─── SUPPLIED RECORDS ───
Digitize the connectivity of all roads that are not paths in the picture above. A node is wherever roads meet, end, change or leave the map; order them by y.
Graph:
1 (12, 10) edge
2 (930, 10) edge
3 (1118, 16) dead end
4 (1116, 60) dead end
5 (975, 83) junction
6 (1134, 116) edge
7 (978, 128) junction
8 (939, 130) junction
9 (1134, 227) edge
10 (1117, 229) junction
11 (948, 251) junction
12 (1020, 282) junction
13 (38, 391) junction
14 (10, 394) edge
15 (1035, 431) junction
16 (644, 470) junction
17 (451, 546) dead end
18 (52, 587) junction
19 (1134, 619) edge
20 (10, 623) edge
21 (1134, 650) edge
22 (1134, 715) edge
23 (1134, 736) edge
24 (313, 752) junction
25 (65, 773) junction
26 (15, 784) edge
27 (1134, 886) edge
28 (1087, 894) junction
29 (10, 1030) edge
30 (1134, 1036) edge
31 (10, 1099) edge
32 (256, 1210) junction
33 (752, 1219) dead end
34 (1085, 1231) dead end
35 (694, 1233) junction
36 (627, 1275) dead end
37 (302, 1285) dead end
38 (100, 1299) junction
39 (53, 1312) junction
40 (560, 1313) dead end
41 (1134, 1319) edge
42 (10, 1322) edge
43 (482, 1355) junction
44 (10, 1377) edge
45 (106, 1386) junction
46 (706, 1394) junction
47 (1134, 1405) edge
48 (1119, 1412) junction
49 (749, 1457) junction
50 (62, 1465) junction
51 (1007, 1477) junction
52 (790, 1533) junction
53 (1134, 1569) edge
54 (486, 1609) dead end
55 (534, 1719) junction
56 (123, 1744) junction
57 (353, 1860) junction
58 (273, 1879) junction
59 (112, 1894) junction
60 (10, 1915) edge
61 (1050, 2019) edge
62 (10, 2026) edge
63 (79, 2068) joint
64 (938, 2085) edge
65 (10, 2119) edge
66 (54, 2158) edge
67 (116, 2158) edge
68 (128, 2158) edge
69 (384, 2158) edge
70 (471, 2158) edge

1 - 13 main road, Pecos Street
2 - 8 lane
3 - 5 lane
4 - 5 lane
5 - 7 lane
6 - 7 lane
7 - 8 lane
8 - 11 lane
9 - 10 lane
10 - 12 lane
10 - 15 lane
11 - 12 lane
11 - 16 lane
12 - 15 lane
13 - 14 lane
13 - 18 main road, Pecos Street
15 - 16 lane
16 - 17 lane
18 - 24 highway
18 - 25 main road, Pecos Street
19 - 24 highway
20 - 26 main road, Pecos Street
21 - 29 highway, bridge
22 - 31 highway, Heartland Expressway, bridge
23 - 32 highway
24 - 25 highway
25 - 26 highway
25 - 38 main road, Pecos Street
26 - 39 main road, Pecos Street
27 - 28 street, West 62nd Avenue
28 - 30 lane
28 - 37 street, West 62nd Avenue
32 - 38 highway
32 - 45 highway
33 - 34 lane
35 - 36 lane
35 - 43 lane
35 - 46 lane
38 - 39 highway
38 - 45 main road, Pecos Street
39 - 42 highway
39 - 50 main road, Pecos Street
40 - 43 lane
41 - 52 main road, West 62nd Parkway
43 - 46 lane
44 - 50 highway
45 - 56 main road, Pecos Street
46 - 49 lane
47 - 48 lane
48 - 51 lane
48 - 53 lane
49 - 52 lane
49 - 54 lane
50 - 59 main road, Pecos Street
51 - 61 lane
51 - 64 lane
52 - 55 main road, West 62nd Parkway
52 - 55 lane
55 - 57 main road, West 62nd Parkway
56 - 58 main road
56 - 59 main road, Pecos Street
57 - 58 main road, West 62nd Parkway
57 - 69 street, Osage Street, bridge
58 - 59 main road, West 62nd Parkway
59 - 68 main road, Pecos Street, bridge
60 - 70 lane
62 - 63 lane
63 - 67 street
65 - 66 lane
───
● YOUR TASK
The records must be reproduced in full. Nothing should differ.

● OUTPUT FOR THIS EXERCISE
Digitize the connectivity of all roads that are not paths in the picture above. A node is wherever roads meet, end, change or leave the map; order them by y.
Graph:
1 (12, 10) edge
2 (930, 10) edge
3 (1118, 16) dead end
4 (1116, 60) dead end
5 (975, 83) junction
6 (1134, 116) edge
7 (978, 128) junction
8 (939, 130) junction
9 (1134, 227) edge
10 (1117, 229) junction
11 (948, 251) junction
12 (1020, 282) junction
13 (38, 391) junction
14 (10, 394) edge
15 (1035, 431) junction
16 (644, 470) junction
17 (451, 546) dead end
18 (52, 587) junction
19 (1134, 619) edge
20 (10, 623) edge
21 (1134, 650) edge
22 (1134, 715) edge
23 (1134, 736) edge
24 (313, 752) junction
25 (65, 773) junction
26 (15, 784) edge
27 (1134, 886) edge
28 (1087, 894) junction
29 (10, 1030) edge
30 (1134, 1036) edge
31 (10, 1099) edge
32 (256, 1210) junction
33 (752, 1219) dead end
34 (1085, 1231) dead end
35 (694, 1233) junction
36 (627, 1275) dead end
37 (302, 1285) dead end
38 (100, 1299) junction
39 (53, 1312) junction
40 (560, 1313) dead end
41 (1134, 1319) edge
42 (10, 1322) edge
43 (482, 1355) junction
44 (10, 1377) edge
45 (106, 1386) junction
46 (706, 1394) junction
47 (1134, 1405) edge
48 (1119, 1412) junction
49 (749, 1457) junction
50 (62, 1465) junction
51 (1007, 1477) junction
52 (790, 1533) junction
53 (1134, 1569) edge
54 (486, 1609) dead end
55 (534, 1719) junction
56 (123, 1744) junction
57 (353, 1860) junction
58 (273, 1879) junction
59 (112, 1894) junction
60 (10, 1915) edge
61 (1050, 2019) edge
62 (10, 2026) edge
63 (79, 2068) joint
64 (938, 2085) edge
65 (10, 2119) edge
66 (54, 2158) edge
67 (116, 2158) edge
68 (128, 2158) edge
69 (384, 2158) edge
70 (471, 2158) edge

1 - 13 main road, Pecos Street
2 - 8 lane
3 - 5 lane
4 - 5 lane
5 - 7 lane
6 - 7 lane
7 - 8 lane
8 - 11 lane
9 - 10 lane
10 - 12 lane
10 - 15 lane
11 - 12 lane
11 - 16 lane
12 - 15 lane
13 - 14 lane
13 - 18 main road, Pecos Street
15 - 16 lane
16 - 17 lane
18 - 24 highway
18 - 25 main road, Pecos Street
19 - 24 highway
20 - 26 main road, Pecos Street
21 - 29 highway, bridge
22 - 31 highway, Heartland Expressway, bridge
23 - 32 highway
24 - 25 highway
25 - 26 highway
25 - 38 main road, Pecos Street
26 - 39 main road, Pecos Street
27 - 28 street, West 62nd Avenue
28 - 30 lane
28 - 37 street, West 62nd Avenue
32 - 38 highway
32 - 45 highway
33 - 34 lane
35 - 36 lane
35 - 43 lane
35 - 46 lane
38 - 39 highway
38 - 45 main road, Pecos Street
39 - 42 highway
39 - 50 main road, Pecos Street
40 - 43 lane
41 - 52 main road, West 62nd Parkway
43 - 46 lane
44 - 50 highway
45 - 56 main road, Pecos Street
46 - 49 lane
47 - 48 lane
48 - 51 lane
48 - 53 lane
49 - 52 lane
49 - 54 lane
50 - 59 main road, Pecos Street
51 - 61 lane
51 - 64 lane
52 - 55 main road, West 62nd Parkway
52 - 55 lane
55 - 57 main road, West 62nd Parkway
56 - 58 main road
56 - 59 main road, Pecos Street
57 - 58 main road, West 62nd Parkway
57 - 69 street, Osage Street, bridge
58 - 59 main road, West 62nd Parkway
59 - 68 main road, Pecos Street, bridge
60 - 70 lane
62 - 63 lane
63 - 67 street
65 - 66 lane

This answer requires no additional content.